GIVEN DATA:
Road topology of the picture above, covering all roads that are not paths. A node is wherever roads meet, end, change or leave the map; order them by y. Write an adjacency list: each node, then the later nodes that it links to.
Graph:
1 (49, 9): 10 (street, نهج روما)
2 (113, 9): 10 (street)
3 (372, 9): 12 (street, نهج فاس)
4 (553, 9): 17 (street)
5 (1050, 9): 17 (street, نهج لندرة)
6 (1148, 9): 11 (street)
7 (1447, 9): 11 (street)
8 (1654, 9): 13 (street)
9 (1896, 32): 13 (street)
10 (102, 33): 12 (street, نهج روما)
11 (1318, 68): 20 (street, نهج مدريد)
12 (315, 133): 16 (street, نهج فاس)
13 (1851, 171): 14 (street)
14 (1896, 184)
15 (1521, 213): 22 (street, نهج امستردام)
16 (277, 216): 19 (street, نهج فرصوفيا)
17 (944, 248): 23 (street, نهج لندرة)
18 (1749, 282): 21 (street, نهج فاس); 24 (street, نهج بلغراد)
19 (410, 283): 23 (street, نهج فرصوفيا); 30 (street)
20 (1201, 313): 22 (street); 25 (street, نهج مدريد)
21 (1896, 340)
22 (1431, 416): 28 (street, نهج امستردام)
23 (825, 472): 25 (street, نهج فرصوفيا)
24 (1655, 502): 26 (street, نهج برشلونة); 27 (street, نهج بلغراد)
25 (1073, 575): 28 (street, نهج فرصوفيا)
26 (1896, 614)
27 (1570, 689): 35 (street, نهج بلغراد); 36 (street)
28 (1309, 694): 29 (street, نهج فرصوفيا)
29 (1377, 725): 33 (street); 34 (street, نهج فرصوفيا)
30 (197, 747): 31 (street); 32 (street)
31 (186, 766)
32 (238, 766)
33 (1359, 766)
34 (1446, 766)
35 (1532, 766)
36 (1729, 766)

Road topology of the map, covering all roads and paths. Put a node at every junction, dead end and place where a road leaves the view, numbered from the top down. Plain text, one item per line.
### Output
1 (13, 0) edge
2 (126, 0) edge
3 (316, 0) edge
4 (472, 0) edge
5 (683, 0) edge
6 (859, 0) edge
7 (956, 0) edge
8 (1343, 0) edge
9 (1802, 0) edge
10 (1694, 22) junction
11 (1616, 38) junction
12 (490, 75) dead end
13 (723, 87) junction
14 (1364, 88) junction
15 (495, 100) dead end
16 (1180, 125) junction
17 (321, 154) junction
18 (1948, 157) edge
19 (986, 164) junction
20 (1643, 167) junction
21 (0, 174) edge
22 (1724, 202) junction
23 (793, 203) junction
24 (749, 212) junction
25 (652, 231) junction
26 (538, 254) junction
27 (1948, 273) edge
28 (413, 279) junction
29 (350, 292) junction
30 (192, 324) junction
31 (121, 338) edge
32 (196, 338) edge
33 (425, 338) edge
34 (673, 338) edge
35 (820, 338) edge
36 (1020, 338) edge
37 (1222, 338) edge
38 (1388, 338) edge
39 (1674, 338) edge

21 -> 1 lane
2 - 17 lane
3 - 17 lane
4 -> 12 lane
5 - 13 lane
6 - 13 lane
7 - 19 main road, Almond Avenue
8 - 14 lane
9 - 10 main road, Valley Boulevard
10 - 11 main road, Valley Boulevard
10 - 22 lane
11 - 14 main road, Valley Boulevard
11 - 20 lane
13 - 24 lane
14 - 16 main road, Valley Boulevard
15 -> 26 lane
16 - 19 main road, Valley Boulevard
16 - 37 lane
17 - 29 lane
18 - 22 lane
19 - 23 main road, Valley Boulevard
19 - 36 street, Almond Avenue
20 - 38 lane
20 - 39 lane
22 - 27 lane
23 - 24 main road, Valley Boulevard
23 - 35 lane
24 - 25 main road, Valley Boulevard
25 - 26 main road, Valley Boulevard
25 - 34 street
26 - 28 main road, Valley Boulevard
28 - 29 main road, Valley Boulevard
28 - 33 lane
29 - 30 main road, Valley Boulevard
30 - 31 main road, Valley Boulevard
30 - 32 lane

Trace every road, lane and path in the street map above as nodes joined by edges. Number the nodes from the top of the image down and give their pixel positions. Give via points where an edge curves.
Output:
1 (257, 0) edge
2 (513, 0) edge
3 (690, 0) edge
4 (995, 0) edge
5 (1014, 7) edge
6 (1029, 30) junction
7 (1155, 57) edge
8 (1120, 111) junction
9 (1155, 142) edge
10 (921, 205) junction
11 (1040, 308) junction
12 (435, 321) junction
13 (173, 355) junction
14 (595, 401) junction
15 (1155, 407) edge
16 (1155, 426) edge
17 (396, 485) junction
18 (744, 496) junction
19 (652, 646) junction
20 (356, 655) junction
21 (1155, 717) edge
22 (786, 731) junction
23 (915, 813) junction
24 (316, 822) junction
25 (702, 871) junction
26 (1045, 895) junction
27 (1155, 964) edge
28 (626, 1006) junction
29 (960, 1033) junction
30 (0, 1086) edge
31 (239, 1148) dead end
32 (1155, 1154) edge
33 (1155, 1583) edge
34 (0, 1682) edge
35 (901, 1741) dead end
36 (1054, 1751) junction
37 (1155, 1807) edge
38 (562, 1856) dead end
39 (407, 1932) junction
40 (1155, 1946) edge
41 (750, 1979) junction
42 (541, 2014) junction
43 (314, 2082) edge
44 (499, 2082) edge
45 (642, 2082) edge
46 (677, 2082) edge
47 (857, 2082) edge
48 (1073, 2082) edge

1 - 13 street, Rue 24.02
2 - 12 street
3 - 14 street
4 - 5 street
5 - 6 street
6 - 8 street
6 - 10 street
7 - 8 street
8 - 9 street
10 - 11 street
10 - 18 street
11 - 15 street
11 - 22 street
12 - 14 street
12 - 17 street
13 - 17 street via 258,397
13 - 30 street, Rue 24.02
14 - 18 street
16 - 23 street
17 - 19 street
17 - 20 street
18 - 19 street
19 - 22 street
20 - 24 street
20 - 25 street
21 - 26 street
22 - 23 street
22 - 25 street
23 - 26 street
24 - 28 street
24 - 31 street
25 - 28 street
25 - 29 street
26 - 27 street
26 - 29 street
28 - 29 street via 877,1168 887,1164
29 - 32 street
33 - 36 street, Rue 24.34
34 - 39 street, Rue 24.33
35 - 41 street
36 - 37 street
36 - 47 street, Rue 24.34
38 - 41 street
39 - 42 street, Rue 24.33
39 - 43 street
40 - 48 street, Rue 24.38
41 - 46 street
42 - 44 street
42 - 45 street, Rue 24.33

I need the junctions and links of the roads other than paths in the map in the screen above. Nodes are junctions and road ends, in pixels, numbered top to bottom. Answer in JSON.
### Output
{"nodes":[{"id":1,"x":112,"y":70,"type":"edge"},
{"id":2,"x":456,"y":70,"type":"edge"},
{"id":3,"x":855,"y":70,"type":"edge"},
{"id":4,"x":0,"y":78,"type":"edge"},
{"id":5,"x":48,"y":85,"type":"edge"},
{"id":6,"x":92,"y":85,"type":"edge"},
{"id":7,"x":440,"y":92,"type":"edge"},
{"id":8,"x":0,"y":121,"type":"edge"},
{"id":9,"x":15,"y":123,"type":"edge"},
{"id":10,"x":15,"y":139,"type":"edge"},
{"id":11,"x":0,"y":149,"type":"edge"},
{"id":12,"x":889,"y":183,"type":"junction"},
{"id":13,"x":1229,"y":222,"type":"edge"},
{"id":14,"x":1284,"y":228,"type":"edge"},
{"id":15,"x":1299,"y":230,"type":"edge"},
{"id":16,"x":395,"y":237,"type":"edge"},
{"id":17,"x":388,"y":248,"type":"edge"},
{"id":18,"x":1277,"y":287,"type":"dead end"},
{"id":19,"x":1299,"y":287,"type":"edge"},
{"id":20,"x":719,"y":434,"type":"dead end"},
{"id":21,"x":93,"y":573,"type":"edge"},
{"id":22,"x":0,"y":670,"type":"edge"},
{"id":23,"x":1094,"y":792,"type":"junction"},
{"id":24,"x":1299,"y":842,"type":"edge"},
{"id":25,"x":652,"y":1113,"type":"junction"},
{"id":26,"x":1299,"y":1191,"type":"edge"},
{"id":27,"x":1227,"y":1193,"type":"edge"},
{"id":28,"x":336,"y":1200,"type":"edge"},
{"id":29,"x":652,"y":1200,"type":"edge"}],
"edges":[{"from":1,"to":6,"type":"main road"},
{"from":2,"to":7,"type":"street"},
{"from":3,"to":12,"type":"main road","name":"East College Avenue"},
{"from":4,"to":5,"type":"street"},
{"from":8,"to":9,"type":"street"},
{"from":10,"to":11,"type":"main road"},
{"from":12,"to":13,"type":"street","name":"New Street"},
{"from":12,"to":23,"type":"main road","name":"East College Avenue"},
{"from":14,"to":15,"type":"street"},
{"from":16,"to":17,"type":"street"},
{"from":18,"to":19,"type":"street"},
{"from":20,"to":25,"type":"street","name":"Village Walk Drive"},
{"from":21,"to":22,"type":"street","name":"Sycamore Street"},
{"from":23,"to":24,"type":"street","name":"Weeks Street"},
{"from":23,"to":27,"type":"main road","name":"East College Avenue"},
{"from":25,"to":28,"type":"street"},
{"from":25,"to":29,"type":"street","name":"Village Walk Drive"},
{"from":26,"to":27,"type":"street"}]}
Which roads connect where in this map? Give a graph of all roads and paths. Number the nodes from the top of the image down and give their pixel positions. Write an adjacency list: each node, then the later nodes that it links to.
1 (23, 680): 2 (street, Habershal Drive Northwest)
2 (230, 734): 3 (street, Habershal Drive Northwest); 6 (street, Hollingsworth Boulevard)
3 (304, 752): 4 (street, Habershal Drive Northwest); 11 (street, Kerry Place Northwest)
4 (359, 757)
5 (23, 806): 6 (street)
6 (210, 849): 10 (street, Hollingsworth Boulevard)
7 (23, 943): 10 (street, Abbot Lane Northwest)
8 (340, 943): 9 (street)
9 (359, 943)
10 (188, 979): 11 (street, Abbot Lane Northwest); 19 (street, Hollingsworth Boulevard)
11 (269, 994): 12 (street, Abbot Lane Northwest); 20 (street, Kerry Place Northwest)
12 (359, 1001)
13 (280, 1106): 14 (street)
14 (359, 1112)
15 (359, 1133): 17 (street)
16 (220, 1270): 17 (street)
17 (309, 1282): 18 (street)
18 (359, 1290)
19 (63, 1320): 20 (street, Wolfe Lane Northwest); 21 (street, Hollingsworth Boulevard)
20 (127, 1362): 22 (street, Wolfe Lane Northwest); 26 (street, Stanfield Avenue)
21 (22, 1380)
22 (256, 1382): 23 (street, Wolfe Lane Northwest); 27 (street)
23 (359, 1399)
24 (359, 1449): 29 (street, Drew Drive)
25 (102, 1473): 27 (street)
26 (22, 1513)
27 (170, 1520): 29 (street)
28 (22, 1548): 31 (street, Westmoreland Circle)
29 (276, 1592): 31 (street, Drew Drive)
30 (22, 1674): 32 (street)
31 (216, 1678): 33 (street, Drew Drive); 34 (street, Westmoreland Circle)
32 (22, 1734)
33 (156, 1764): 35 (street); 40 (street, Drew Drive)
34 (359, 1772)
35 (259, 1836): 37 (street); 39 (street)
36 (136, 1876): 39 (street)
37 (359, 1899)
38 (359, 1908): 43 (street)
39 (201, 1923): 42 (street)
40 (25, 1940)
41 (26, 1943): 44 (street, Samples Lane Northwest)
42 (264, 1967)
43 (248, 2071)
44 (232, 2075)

WHAT IS NEEDED: Please go through the data above and copy every line that has the word "paths".

YOUR SOLUTION:
Road topology of the picture above, covering all roads that are not paths. A node is wherever roads meet, end, change or leave the map; order them by y. Write an adjacency list: each node, then the later nodes that it links to.
Road topology of the map, covering all roads and paths. Put a node at every junction, dead end and place where a road leaves the view, numbered from the top down. Plain text, one item per line.
I need the junctions and links of the roads other than paths in the map in the screen above. Nodes are junctions and road ends, in pixels, numbered top to bottom. Answer in JSON.
Which roads connect where in this map? Give a graph of all roads and paths. Number the nodes from the top of the image down and give their pixel positions. Write an adjacency list: each node, then the later nodes that it links to.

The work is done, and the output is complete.